(Reuters) — Ya es una pose familiar: los atletas olímpicos sonríen mientras fingen morder la medalla que cuelga de su cuello.

 

 

Pero, ¿por qué lo hacen? La mayoría de las veces es para satisfacer a los medios ávidos de esas poses, dice David Wallechinsky, presidente de la Sociedad Internacional de Historiadores Olímpicos. Los campeones, emocionados, usualmente apaciguan las peticiones de los fotógrafos olímpicos cuando muerden su botín.

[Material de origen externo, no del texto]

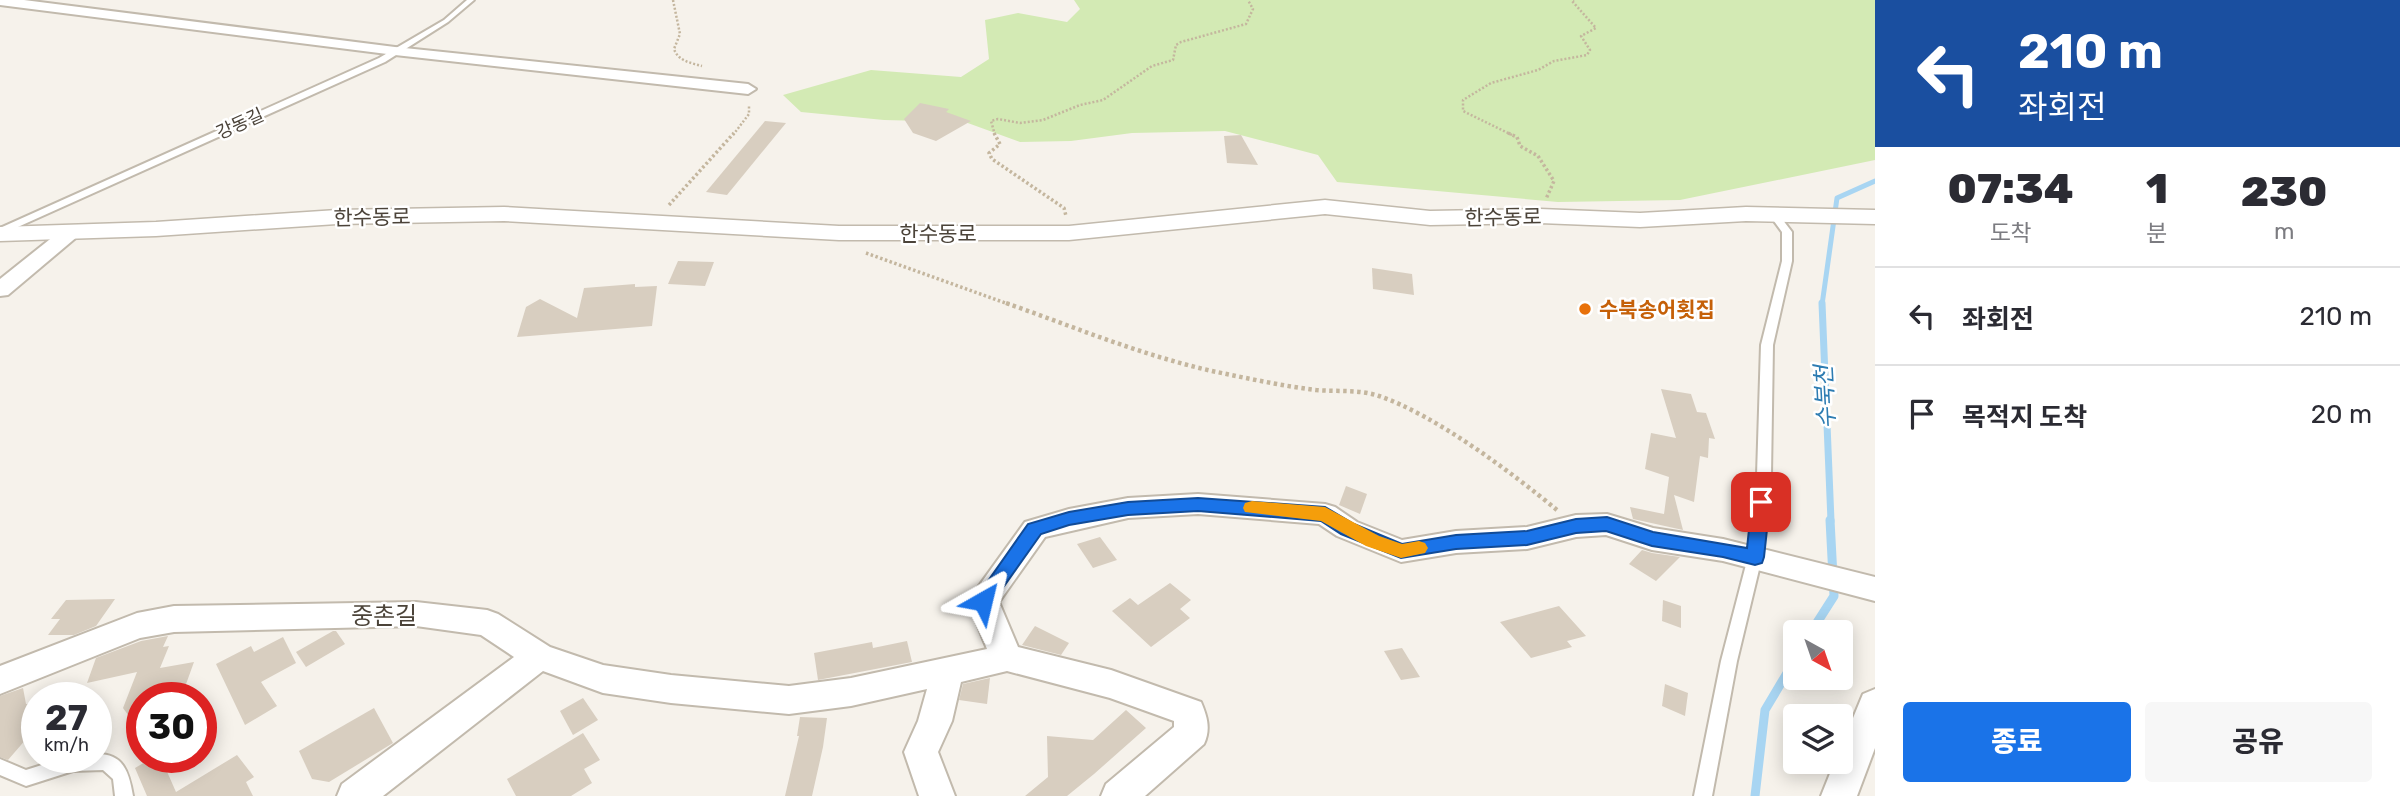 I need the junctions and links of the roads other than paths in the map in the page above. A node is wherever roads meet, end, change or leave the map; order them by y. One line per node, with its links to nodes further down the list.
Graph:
1 (471, 0): 3 (lane, 강동길)
2 (0, 1): 3 (street)
3 (395, 51): 4 (street); 8 (lane, 강동길)
4 (748, 89)
5 (1776, 217): 6 (street, 한수동로); 7 (street, 한수동로); 10 (lane)
6 (1875, 217)
7 (71, 232): 8 (street, 한수동로); 9 (street)
8 (0, 233)
9 (0, 290)
10 (1769, 561): 11 (street); 13 (street); 22 (lane)
11 (1875, 589)
12 (539, 656): 14 (street, 중촌길); 15 (street, 중촌길); 19 (street)
13 (1007, 658): 14 (street, 중촌길); 21 (street)
14 (948, 671): 20 (street)
15 (0, 680)
16 (1875, 704): 23 (street)
17 (0, 767): 18 (lane)
18 (124, 796)
19 (355, 796)
20 (937, 796)
21 (1119, 796)
22 (1703, 796)
23 (1839, 796)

“Se ha vuelto una obsesión con los fotógrafos”, dice Wallechinsky, coautor de The Complete Book of the Olympics (El libro completo de los Olímpicos). “Creo que la ven como una toma icónica, como algo que probablemente puedes vender. No creo que sea algo que los atletas querrían hacer por su propia cuenta”.

 

En 2012, notó que la práctica se volvió más frecuente que antes, aunque no tiene una explicación del motivo. Y, en Río 2016, Michael Phelps revive la tradición.

No solo en los Juegos Olímpicos

 

Pero no solo es un fenómeno olímpico. El jugador español de tenis, Rafael Nadal, también muerde sus trofeos cuando gana.

Históricamente, la práctica de morder el metal parece tener sus raíces en la falsificación de dinero. Los administradores de dinero mordían las monedas para probar su autenticidad, explica David W. Lange, de la Corporación de Garantía Numismática de Estados Unidos. El oro es un metal relativamente suave y muestra su desgaste cuando está muy usado.

 

Pero debido a que las monedas no contienen metales preciosos desde hace 50 años, ahora sería tonto morderlas.

 

¿Y cuánto oro hay en una medalla olímpica?

Eso varía en cada edición.

 

En Río 2016, las medallas de oro están realmente hechas con 494 gramos de plata y seis de oro.

 

La cantidad de oro utilizada se redujo después de cada una de las dos guerras mundiales, de acuerdo con el coleccionista de medallas olímpicas y experto, Jim Greensfelder. Solo tres Olímpicos (1904,1908 y 1912) tuvieron medallas de puro oro, pero eran más pequeñas.